_Prompt_
The reply should hold every line of the data, unchanged and complete.

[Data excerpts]
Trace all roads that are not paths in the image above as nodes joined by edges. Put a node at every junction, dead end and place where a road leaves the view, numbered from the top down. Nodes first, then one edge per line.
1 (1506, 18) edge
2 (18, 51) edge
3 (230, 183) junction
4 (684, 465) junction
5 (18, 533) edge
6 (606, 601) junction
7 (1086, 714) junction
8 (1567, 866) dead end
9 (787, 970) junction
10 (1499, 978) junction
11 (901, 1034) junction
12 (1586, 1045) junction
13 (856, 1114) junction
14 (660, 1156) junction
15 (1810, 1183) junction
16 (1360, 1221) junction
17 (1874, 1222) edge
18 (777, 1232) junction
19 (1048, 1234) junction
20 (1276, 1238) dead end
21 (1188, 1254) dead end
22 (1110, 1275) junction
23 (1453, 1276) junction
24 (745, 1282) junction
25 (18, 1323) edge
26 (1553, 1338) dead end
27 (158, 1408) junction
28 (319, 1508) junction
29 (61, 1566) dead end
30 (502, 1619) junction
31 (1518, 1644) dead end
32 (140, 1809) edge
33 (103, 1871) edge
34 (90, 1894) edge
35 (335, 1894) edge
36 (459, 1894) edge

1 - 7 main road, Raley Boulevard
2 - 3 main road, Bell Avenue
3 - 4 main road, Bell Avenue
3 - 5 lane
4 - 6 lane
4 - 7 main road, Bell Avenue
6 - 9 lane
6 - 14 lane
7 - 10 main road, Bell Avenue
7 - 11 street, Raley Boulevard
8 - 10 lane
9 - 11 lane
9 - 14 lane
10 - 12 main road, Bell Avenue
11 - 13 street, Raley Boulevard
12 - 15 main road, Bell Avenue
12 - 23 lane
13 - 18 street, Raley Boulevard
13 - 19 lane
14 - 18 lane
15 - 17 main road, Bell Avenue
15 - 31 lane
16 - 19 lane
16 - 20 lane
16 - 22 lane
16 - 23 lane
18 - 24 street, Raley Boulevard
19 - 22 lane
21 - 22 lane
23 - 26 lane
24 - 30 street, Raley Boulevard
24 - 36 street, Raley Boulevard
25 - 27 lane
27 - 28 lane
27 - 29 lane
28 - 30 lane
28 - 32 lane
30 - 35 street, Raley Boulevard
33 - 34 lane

_Problem solution_
Trace all roads that are not paths in the image above as nodes joined by edges. Put a node at every junction, dead end and place where a road leaves the view, numbered from the top down. Nodes first, then one edge per line.
1 (1506, 18) edge
2 (18, 51) edge
3 (230, 183) junction
4 (684, 465) junction
5 (18, 533) edge
6 (606, 601) junction
7 (1086, 714) junction
8 (1567, 866) dead end
9 (787, 970) junction
10 (1499, 978) junction
11 (901, 1034) junction
12 (1586, 1045) junction
13 (856, 1114) junction
14 (660, 1156) junction
15 (1810, 1183) junction
16 (1360, 1221) junction
17 (1874, 1222) edge
18 (777, 1232) junction
19 (1048, 1234) junction
20 (1276, 1238) dead end
21 (1188, 1254) dead end
22 (1110, 1275) junction
23 (1453, 1276) junction
24 (745, 1282) junction
25 (18, 1323) edge
26 (1553, 1338) dead end
27 (158, 1408) junction
28 (319, 1508) junction
29 (61, 1566) dead end
30 (502, 1619) junction
31 (1518, 1644) dead end
32 (140, 1809) edge
33 (103, 1871) edge
34 (90, 1894) edge
35 (335, 1894) edge
36 (459, 1894) edge

1 - 7 main road, Raley Boulevard
2 - 3 main road, Bell Avenue
3 - 4 main road, Bell Avenue
3 - 5 lane
4 - 6 lane
4 - 7 main road, Bell Avenue
6 - 9 lane
6 - 14 lane
7 - 10 main road, Bell Avenue
7 - 11 street, Raley Boulevard
8 - 10 lane
9 - 11 lane
9 - 14 lane
10 - 12 main road, Bell Avenue
11 - 13 street, Raley Boulevard
12 - 15 main road, Bell Avenue
12 - 23 lane
13 - 18 street, Raley Boulevard
13 - 19 lane
14 - 18 lane
15 - 17 main road, Bell Avenue
15 - 31 lane
16 - 19 lane
16 - 20 lane
16 - 22 lane
16 - 23 lane
18 - 24 street, Raley Boulevard
19 - 22 lane
21 - 22 lane
23 - 26 lane
24 - 30 street, Raley Boulevard
24 - 36 street, Raley Boulevard
25 - 27 lane
27 - 28 lane
27 - 29 lane
28 - 30 lane
28 - 32 lane
30 - 35 street, Raley Boulevard
33 - 34 lane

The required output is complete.